What the task requires — Word for word, transcribe the lines below and drop the pictures.

Stored data —
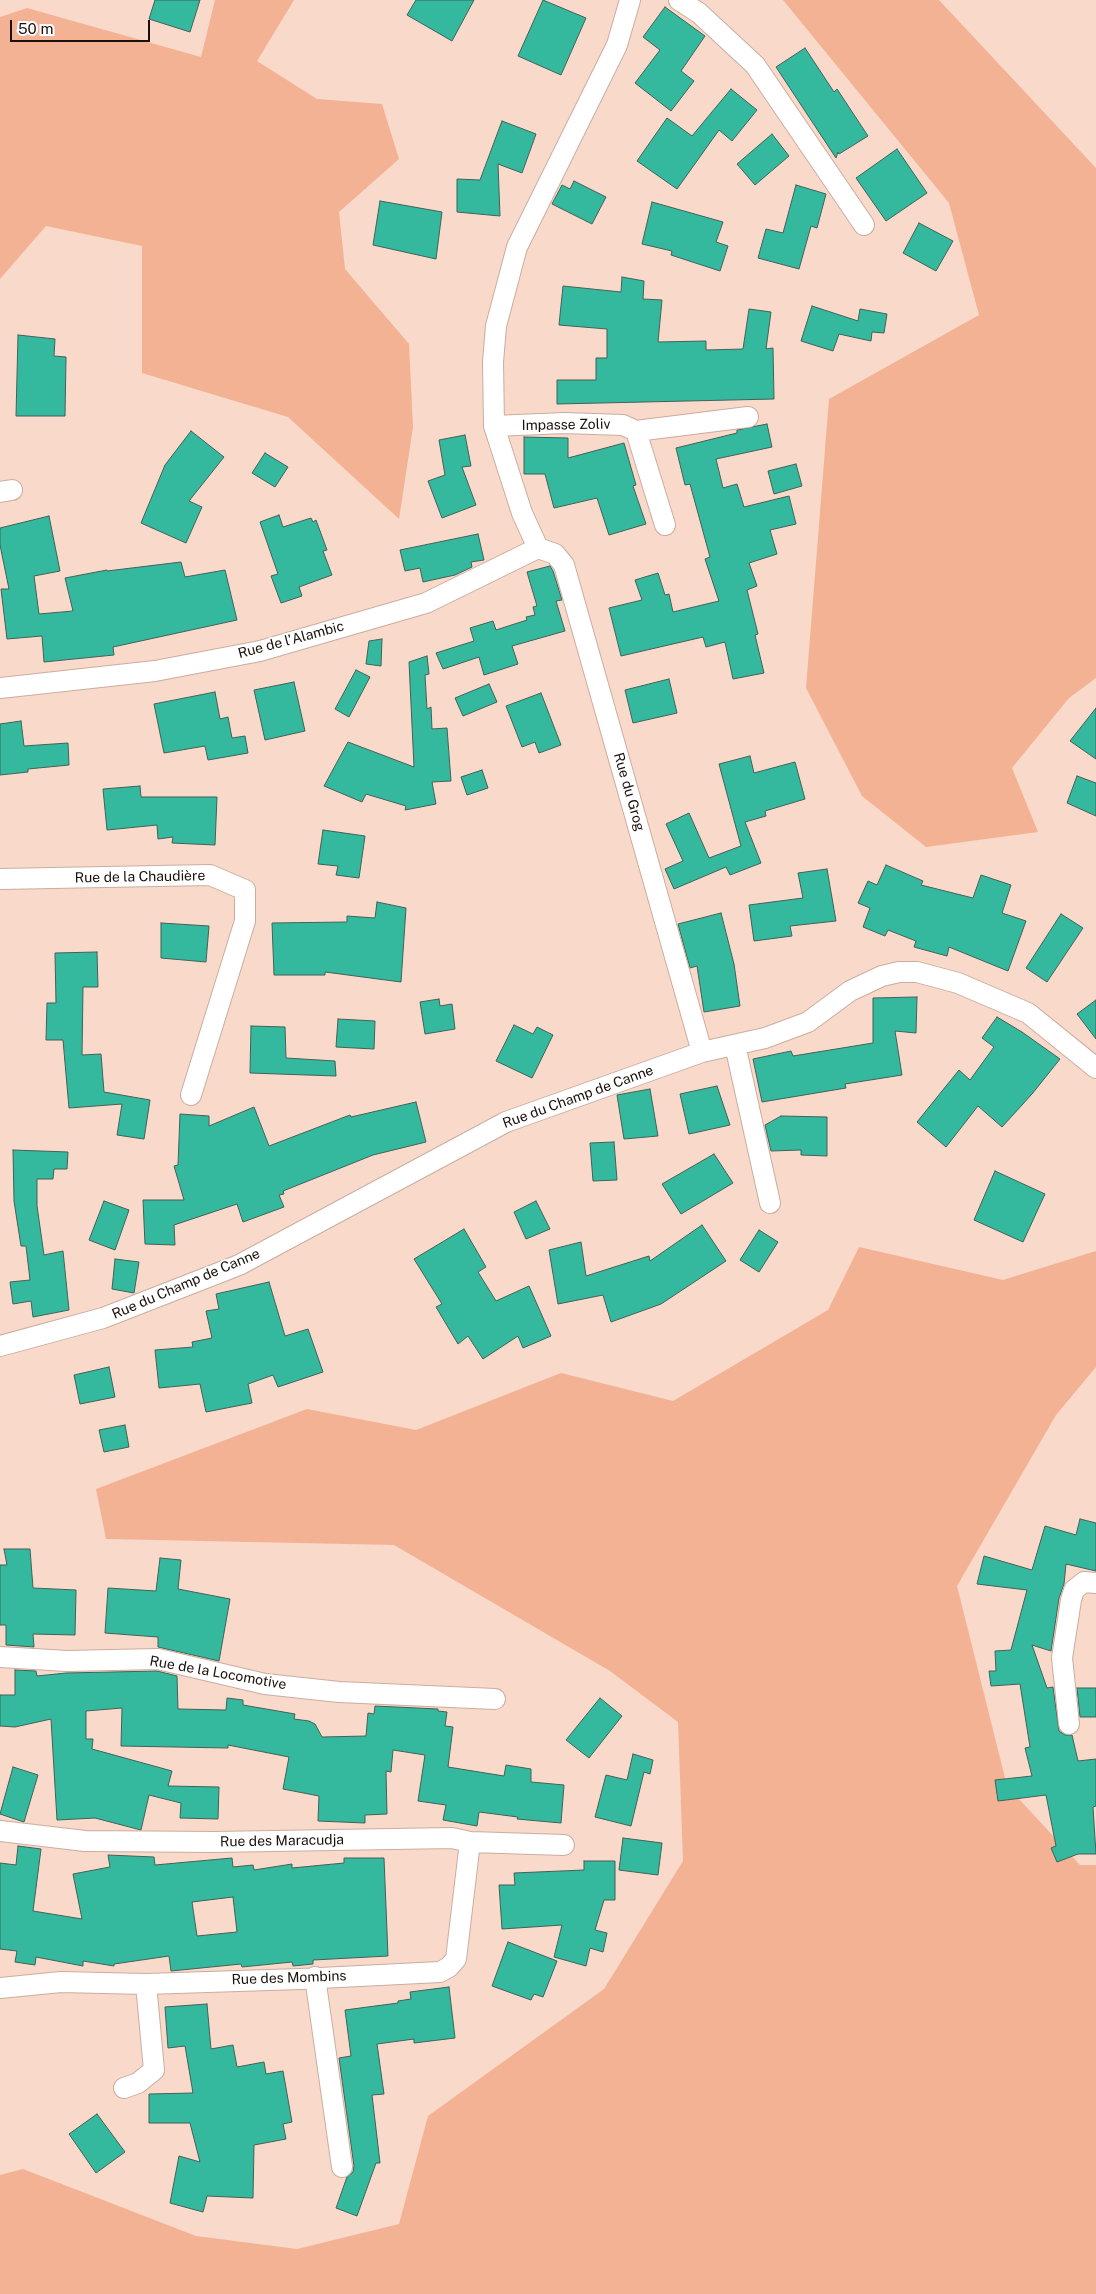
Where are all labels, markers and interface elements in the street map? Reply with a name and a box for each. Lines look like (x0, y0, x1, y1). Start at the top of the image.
scale bar (12, 10, 152, 42)
text: 50 m (18, 20, 53, 37)
street label: Impasse Zoliv (521, 416, 611, 434)
street label: Rue de l'Alambic (236, 618, 346, 662)
street label: Rue du Grog (610, 751, 648, 833)
street label: Rue de la Chaudière (75, 867, 205, 887)
street label: Rue du Champ de Canne (500, 1062, 656, 1132)
street label: Rue du Champ de Canne (110, 1245, 262, 1323)
street label: Rue de la Locomotive (148, 1653, 288, 1693)
street label: Rue des Maracudja (220, 1832, 344, 1850)
street label: Rue des Mombins (231, 1968, 347, 1988)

Solution to this exercise —
Where are all labels, markers and interface elements in the street map? Reply with a name and a box for each. Lines look like (x0, y0, x1, y1). Start at the top of the image.
scale bar (12, 10, 152, 42)
text: 50 m (18, 20, 53, 37)
street label: Impasse Zoliv (521, 416, 611, 434)
street label: Rue de l'Alambic (236, 618, 346, 662)
street label: Rue du Grog (610, 751, 648, 833)
street label: Rue de la Chaudière (75, 867, 205, 887)
street label: Rue du Champ de Canne (500, 1062, 656, 1132)
street label: Rue du Champ de Canne (110, 1245, 262, 1323)
street label: Rue de la Locomotive (148, 1653, 288, 1693)
street label: Rue des Maracudja (220, 1832, 344, 1850)
street label: Rue des Mombins (231, 1968, 347, 1988)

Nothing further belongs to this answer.